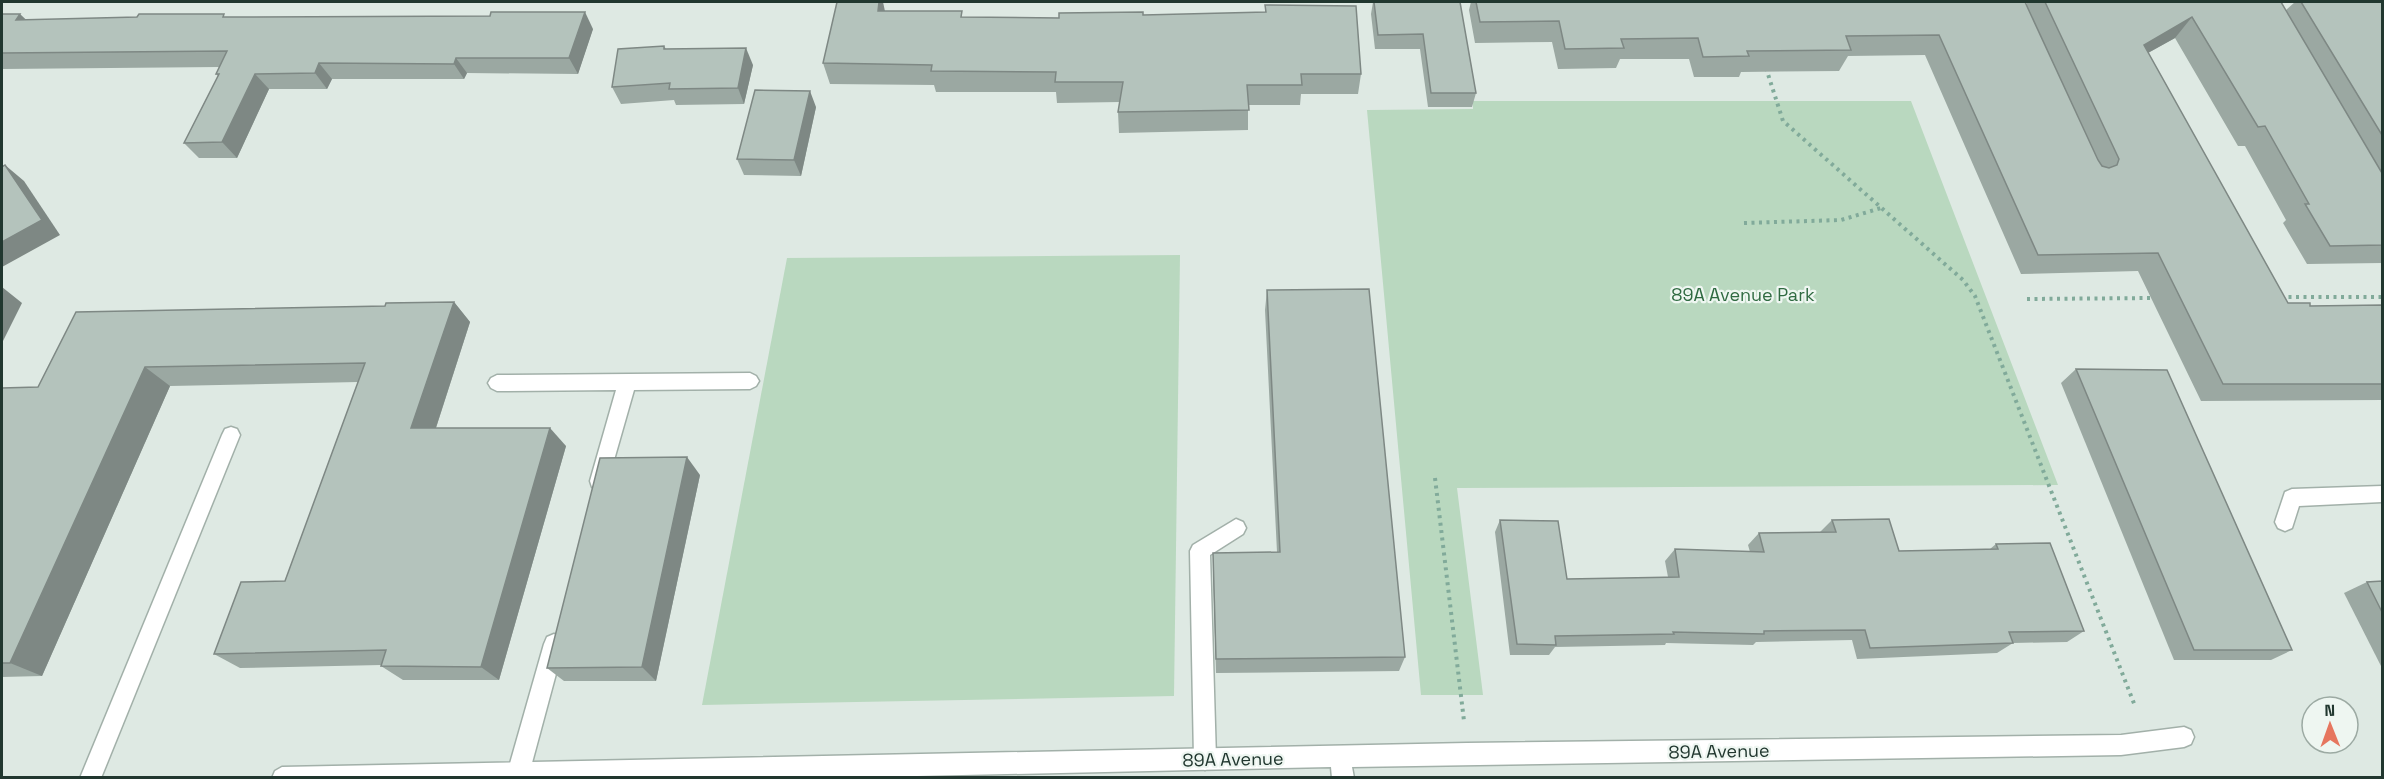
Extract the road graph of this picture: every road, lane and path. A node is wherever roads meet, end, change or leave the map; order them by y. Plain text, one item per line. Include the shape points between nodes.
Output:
* * *
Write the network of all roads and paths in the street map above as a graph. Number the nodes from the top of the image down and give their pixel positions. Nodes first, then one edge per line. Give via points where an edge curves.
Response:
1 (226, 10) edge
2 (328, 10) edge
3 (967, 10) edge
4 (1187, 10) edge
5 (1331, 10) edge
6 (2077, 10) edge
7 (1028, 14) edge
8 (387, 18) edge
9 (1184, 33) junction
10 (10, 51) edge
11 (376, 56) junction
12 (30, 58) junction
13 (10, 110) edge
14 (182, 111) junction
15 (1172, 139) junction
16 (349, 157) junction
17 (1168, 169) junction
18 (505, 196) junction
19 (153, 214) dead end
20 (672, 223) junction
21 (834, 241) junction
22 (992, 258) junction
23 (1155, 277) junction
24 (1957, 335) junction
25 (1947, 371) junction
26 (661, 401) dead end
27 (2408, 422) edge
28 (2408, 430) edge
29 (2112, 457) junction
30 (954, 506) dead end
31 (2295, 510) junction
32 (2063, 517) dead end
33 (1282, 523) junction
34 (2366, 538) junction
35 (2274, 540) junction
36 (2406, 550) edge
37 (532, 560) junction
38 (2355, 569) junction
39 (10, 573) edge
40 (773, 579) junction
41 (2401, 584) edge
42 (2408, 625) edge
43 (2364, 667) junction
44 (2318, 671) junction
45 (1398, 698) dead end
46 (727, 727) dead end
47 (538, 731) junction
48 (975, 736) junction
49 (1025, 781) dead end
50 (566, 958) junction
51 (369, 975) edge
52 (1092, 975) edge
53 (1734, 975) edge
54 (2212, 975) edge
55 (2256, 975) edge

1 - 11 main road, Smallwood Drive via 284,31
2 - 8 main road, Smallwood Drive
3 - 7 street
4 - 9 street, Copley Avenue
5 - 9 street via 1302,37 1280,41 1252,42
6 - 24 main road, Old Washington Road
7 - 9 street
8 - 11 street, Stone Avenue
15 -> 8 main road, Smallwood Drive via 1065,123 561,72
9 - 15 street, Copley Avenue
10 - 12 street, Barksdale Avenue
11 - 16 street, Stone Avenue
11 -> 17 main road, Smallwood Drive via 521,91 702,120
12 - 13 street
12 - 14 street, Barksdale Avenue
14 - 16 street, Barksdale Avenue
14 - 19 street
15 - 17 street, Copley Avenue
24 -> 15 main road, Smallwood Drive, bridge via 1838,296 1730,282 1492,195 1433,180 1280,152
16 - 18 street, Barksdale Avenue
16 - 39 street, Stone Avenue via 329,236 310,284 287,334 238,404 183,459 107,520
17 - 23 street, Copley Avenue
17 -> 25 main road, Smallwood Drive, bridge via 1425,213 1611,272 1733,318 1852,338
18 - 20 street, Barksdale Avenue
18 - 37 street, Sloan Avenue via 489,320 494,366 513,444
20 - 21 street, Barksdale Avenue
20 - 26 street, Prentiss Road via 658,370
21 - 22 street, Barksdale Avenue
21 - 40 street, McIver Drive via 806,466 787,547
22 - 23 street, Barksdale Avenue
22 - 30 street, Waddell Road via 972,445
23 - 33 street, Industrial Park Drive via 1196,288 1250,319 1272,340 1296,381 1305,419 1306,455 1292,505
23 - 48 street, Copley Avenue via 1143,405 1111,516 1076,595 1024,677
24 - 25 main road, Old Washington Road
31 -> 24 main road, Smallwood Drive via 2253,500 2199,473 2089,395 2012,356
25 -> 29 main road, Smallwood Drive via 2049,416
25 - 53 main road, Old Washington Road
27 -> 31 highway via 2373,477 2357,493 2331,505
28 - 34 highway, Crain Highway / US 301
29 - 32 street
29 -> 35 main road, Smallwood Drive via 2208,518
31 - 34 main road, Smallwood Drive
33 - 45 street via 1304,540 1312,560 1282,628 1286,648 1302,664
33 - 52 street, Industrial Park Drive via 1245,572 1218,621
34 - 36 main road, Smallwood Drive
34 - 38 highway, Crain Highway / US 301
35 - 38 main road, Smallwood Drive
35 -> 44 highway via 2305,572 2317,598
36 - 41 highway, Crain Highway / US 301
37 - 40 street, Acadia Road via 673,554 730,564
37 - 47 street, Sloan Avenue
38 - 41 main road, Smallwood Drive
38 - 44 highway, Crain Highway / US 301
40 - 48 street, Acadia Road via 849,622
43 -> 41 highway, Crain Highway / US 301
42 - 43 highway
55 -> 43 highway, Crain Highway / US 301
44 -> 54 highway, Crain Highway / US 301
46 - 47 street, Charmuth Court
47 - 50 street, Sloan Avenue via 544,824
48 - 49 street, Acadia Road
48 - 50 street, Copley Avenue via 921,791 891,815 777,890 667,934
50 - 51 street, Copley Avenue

Instructions to follow –
All of the lines above that carry the string "roads" need to be found and copied.

Result for this task –
Extract the road graph of this picture: every road, lane and path. A node is wherever roads meet, end, change or leave the map; order them by y. Plain text, one item per line. Include the shape points between nodes.
Write the network of all roads and paths in the street map above as a graph. Number the nodes from the top of the image down and give their pixel positions. Nodes first, then one edge per line. Give via points where an edge curves.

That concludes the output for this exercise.